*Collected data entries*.
"""

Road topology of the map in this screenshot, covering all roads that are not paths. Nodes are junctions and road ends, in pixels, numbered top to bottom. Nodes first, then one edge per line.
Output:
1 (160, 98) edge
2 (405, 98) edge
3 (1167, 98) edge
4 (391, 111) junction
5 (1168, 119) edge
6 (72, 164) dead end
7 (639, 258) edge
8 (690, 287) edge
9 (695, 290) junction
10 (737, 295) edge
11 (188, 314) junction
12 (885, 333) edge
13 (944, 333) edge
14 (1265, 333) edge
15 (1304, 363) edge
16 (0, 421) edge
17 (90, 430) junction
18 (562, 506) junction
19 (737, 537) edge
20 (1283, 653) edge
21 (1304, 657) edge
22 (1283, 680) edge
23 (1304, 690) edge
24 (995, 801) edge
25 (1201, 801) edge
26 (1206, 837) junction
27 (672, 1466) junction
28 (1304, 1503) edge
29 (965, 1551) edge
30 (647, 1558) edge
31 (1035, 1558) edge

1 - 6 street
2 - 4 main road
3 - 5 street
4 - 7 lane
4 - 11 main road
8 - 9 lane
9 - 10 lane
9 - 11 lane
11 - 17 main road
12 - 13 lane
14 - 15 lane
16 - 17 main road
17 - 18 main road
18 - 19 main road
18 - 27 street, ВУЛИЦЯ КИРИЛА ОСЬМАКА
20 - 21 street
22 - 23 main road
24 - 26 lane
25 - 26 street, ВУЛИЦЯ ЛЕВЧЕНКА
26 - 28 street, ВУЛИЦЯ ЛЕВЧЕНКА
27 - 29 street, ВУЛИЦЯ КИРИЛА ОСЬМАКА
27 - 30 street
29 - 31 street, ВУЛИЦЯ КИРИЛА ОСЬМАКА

"""

*TASK PROMPT*. Return a copy of each line in the entries that carries the string "lane".

*ANSWER*.
4 - 7 lane
8 - 9 lane
9 - 10 lane
9 - 11 lane
12 - 13 lane
14 - 15 lane
24 - 26 lane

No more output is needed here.